04 February 2011

Looking For Something A Little Different?

One of the first major efforts to preserve historic houses was undertaken in 1858 with the restoration of Mt. Vernon, home of President George Washington. It was felt that the preservation of his home was vital so that future generations could see a house that played an important part in history through the events that took place there and learn about the people who lived there. A plaque was placed there and as with most home restorations the plaque was paid for by private funds.

New Orleans is famous for it's sightseeing especially around the French Quarter and Jackson Square and everything is well marked. A city known for it's "visitor friendly" atmosphere has excellent street signs and building plaques help people see places and things they might not have noticed otherwise. Following the devastation caused by Hurricane Katrina, New Orleans has been re-building to get back to the historical venue it once was.

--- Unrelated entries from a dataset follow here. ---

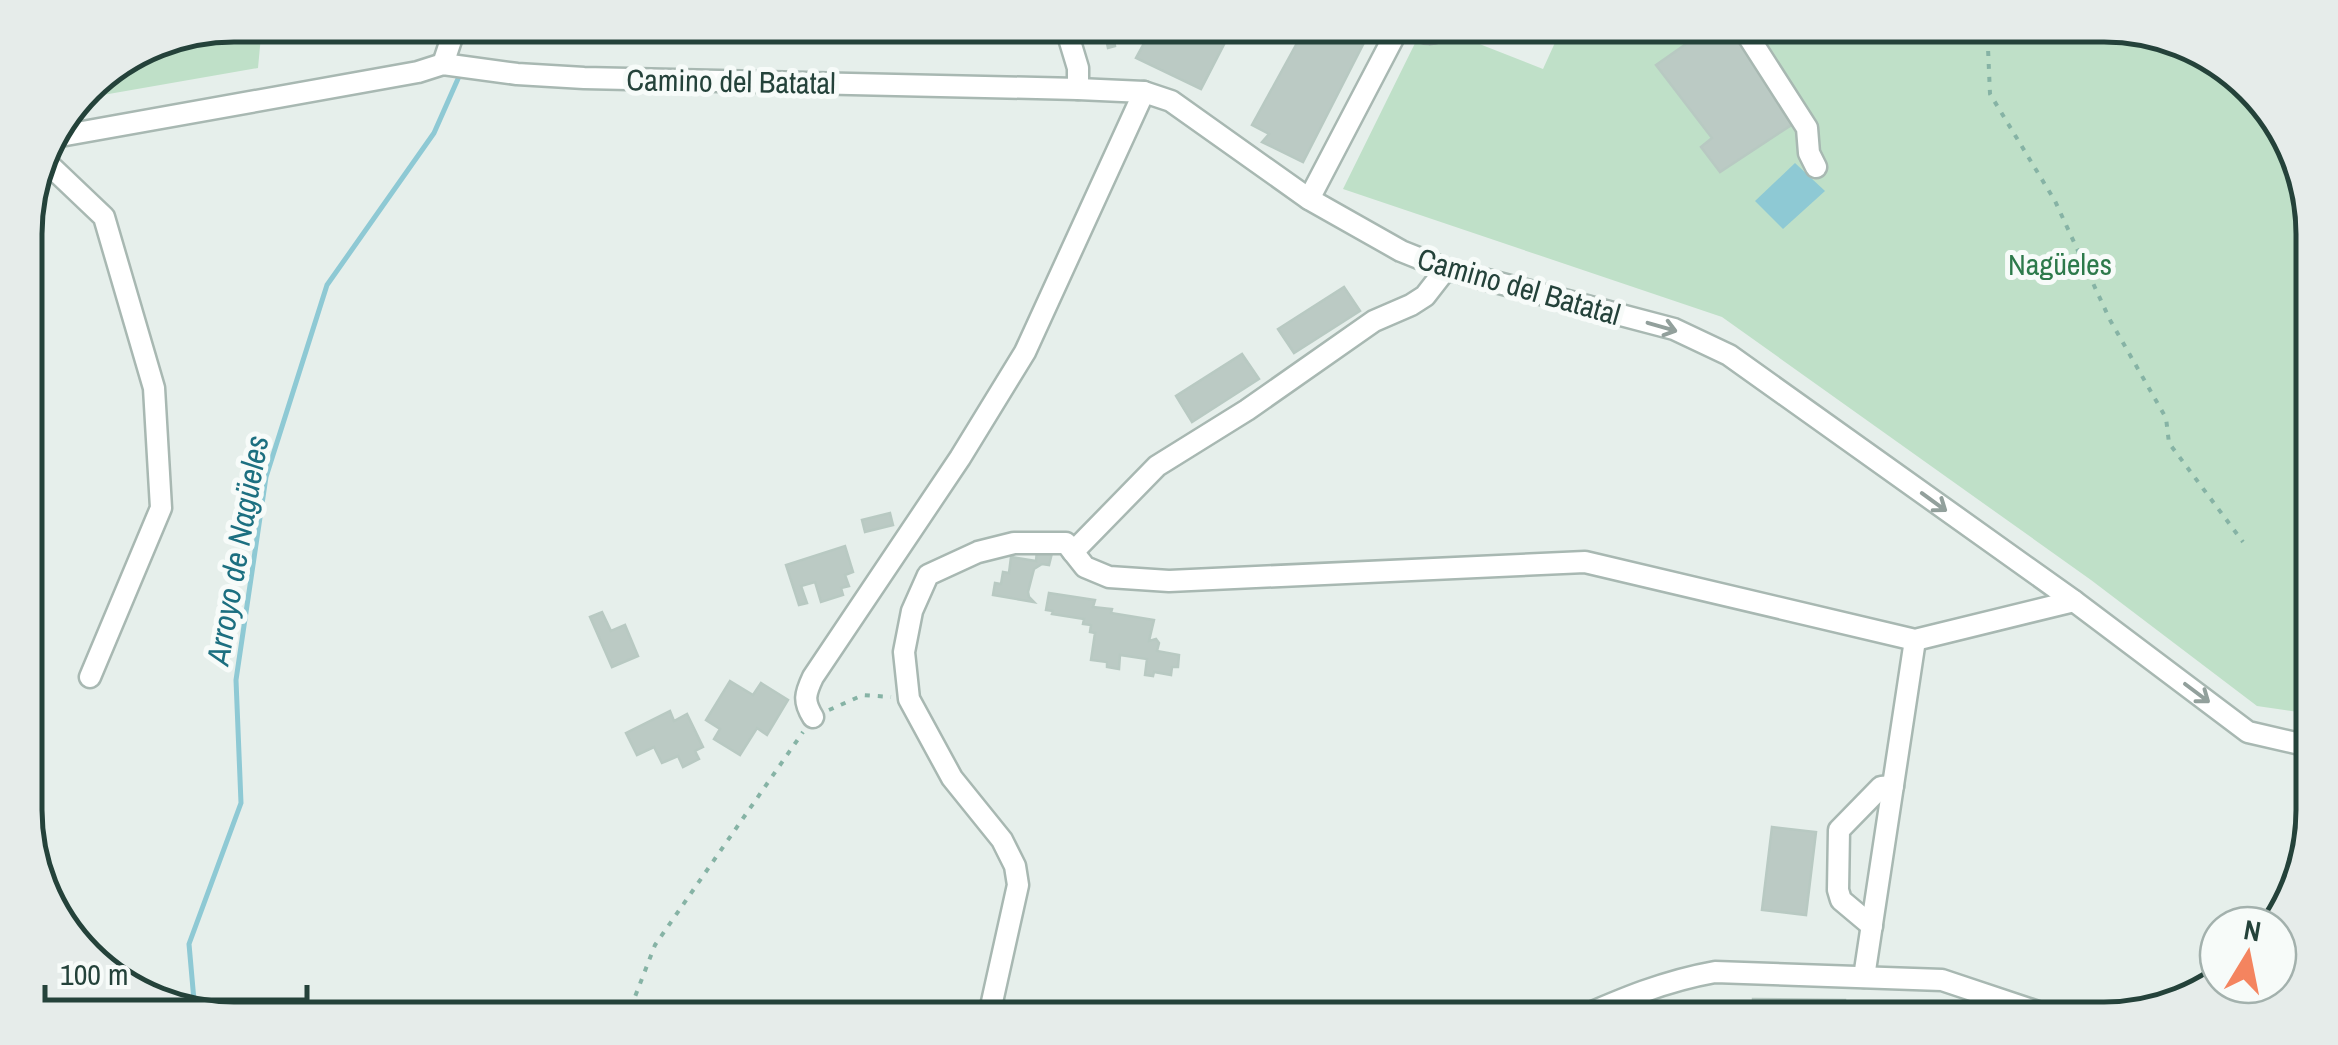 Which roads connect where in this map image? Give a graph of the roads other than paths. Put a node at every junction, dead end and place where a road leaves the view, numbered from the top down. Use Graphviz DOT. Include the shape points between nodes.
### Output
graph roads {
  1 [pos="450,42"];
  2 [pos="1070,42"];
  3 [pos="1391,42"];
  4 [pos="1752,42"];
  5 [pos="443,64"];
  6 [pos="1078,88"];
  7 [pos="1144,92"];
  8 [pos="71,134"];
  9 [pos="1816,167"];
  10 [pos="54,169"];
  11 [pos="1309,199"];
  12 [pos="1446,269"];
  13 [pos="1073,552"];
  14 [pos="2074,601"];
  15 [pos="1915,640"];
  16 [pos="90,677"];
  17 [pos="814,718"];
  18 [pos="2296,743"];
  19 [pos="1893,786"];
  20 [pos="1872,926"];
  21 [pos="1864,977"];
  22 [pos="992,1002"];
  23 [pos="1615,1002"];
  24 [pos="1989,1002"];
  1 -- 5 [label="street"];
  2 -- 6 [label="street"];
  3 -- 11 [label="street"];
  4 -- 9 [label="street" via="1807,128"];
  5 -- 6 [label="street, Camino del Batatal" via="584,78"];
  5 -- 8 [label="street"];
  6 -- 7 [label="street, Camino del Batatal"];
  7 -- 11 [label="street, Camino del Batatal" via="1170,101"];
  7 -- 17 [label="street" via="1024,352 812,676 804,696"];
  10 -- 16 [label="street" via="104,216 154,388 162,508"];
  11 -- 12 [label="street, Camino del Batatal" via="1401,252"];
  12 -- 13 [label="street" via="1426,296 1374,321 1158,466"];
  12 -- 14 [label="street, Camino del Batatal, one-way" via="1674,330 1729,355"];
  13 -- 15 [label="street" via="1109,577 1170,582 1585,562"];
  13 -- 22 [label="street" via="1066,543 1014,543 928,574 904,652 909,698 952,778 1015,866 1018,885"];
  14 -- 15 [label="street"];
  14 -- 18 [label="street, Camino del Batatal, one-way" via="2248,732"];
  15 -- 19 [label="street"];
  19 -- 20 [label="street"];
  19 -- 20 [label="street" via="1881,787 1839,830 1841,900"];
  20 -- 21 [label="street"];
  21 -- 23 [label="street" via="1715,972"];
  21 -- 24 [label="street" via="1942,980"];
} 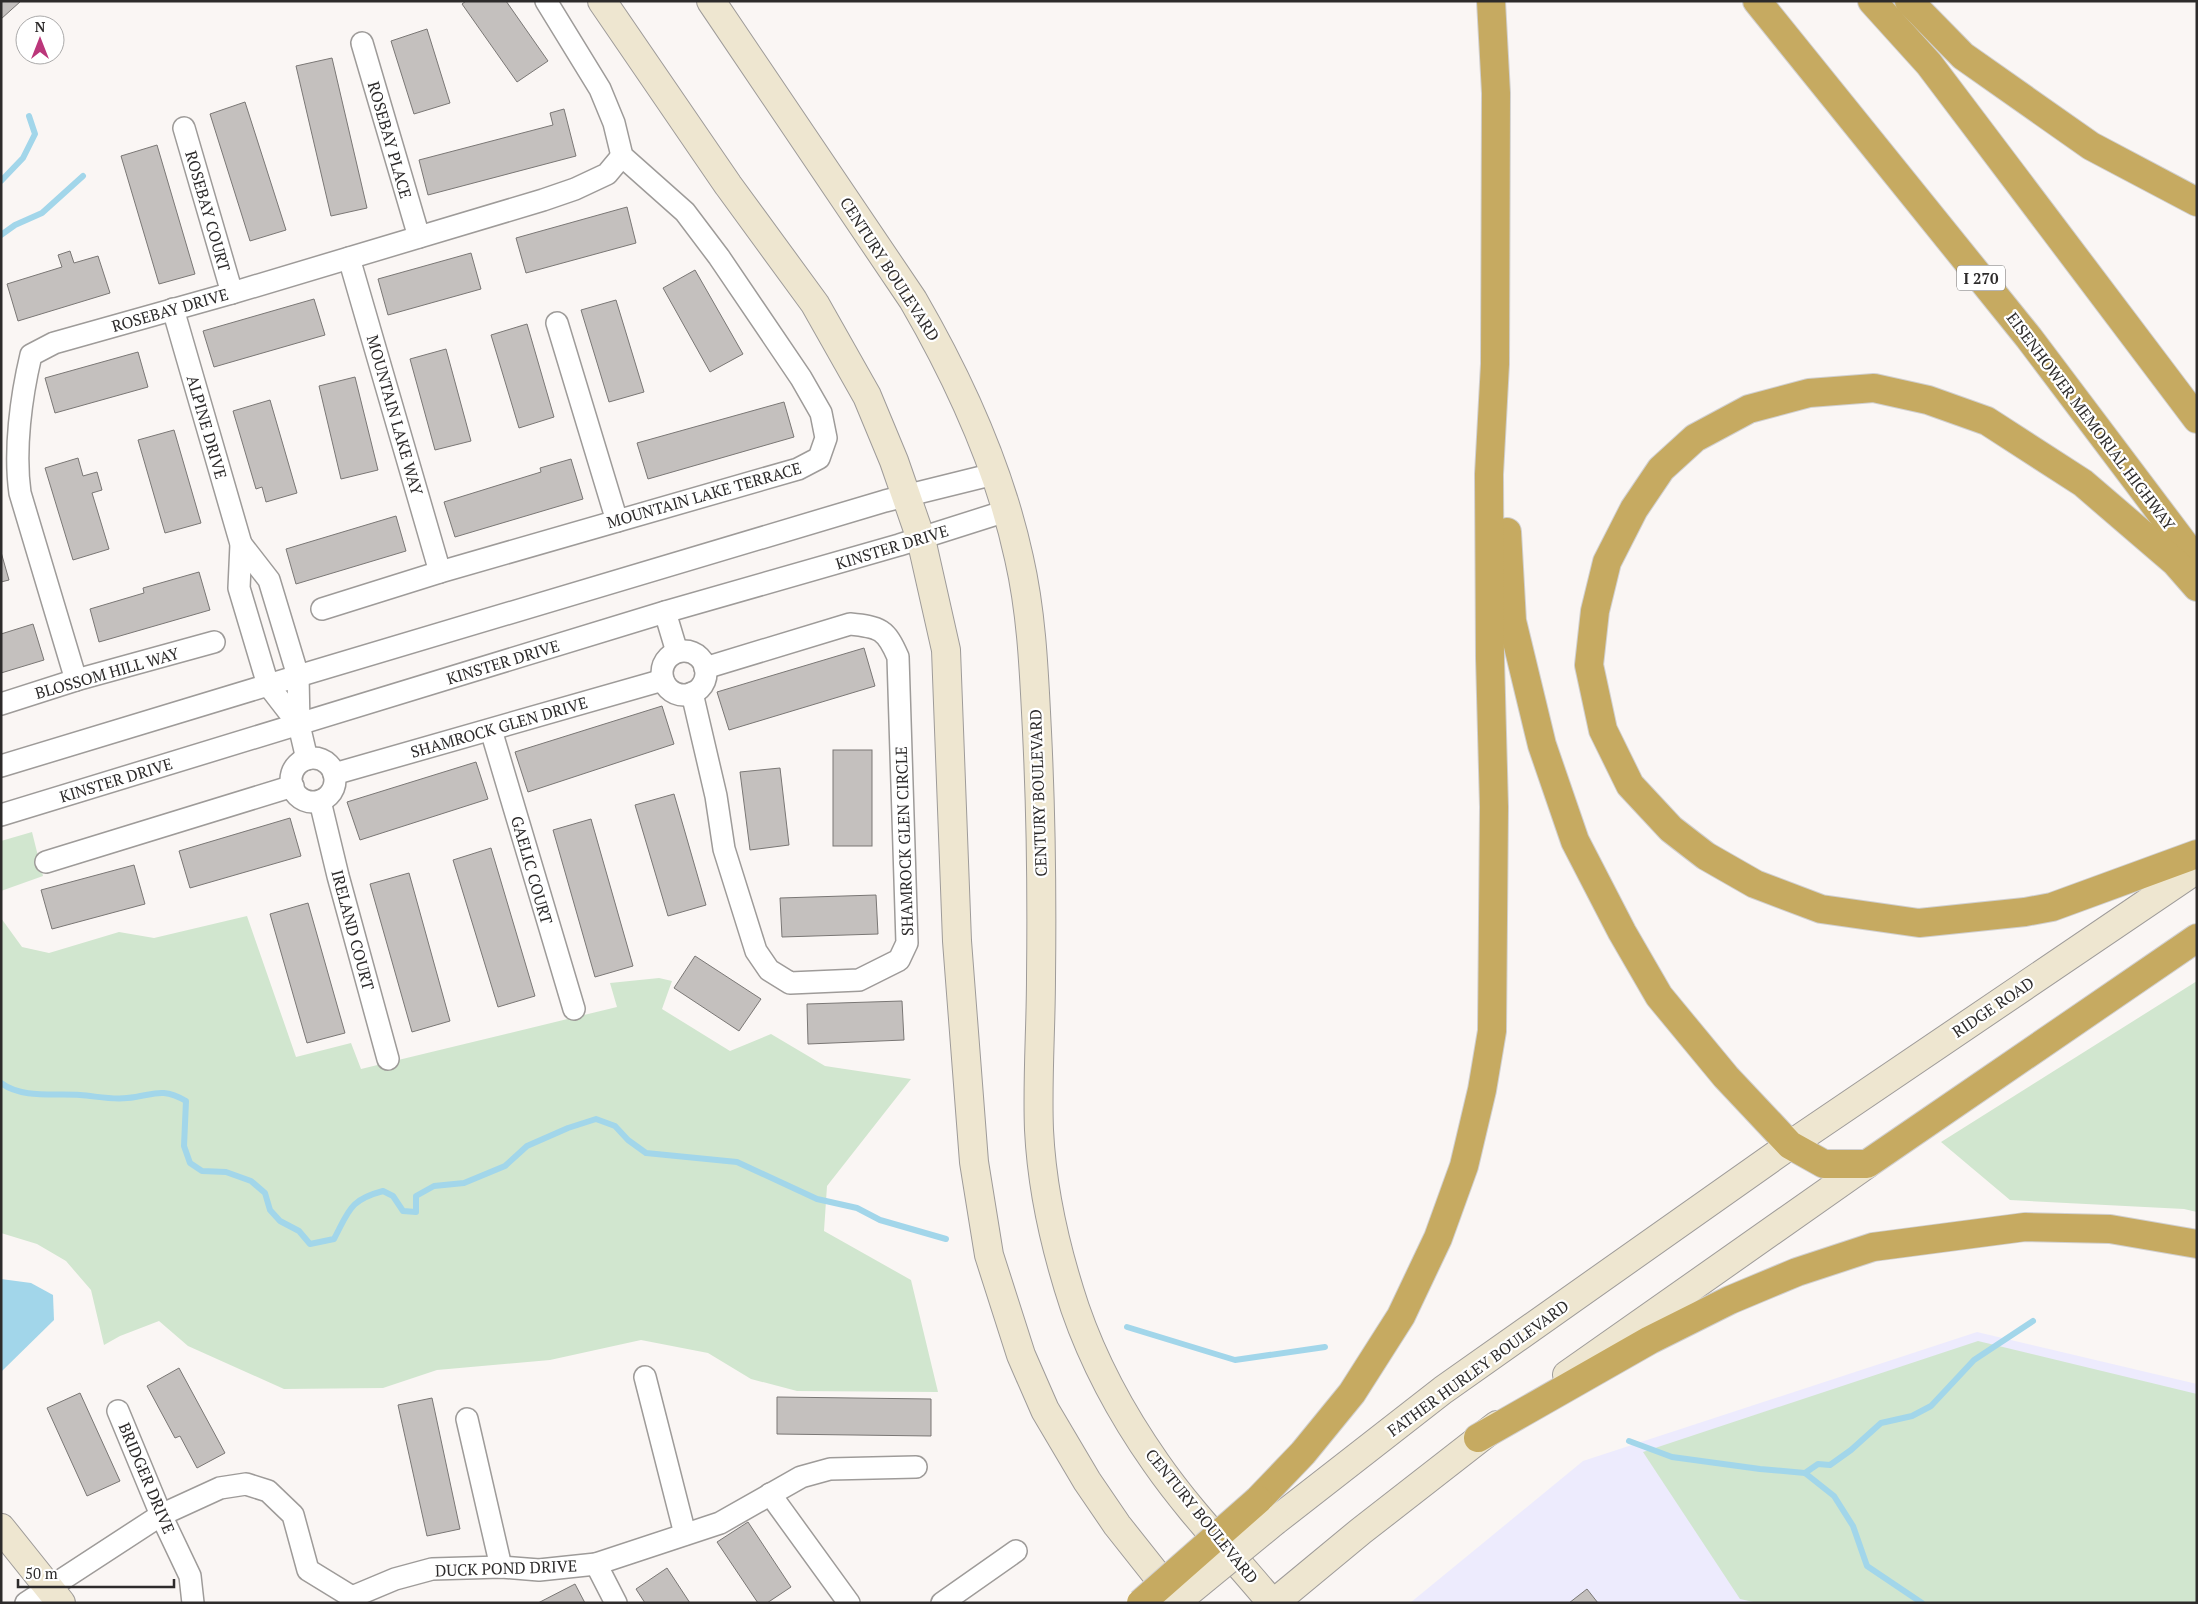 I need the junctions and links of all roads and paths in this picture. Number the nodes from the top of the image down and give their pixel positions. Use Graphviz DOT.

A very unusual historic house is "The Narrowest House" located in Greenwich Village. There's no address marker as it's only 10' wide and was built in 1873. It's official address is 75 1/2 Bedford Street (located between #'s 75 and 77). It was the residence of several famous people including Margaret Mead and poet Edna St. Vincent Millay. Throughout it's many renovations, it still remains at 1500 square feet with 3 floors and a basement combined. The last time the house was for sale was at a price of $2.7 million. Another famous house is the Vanderbilt Marble House that was built by William Vanderbilt and given as a birthday gift to his wife. It has 500,000 cubic feet of white marble. Seven years after the house was built, they divorced.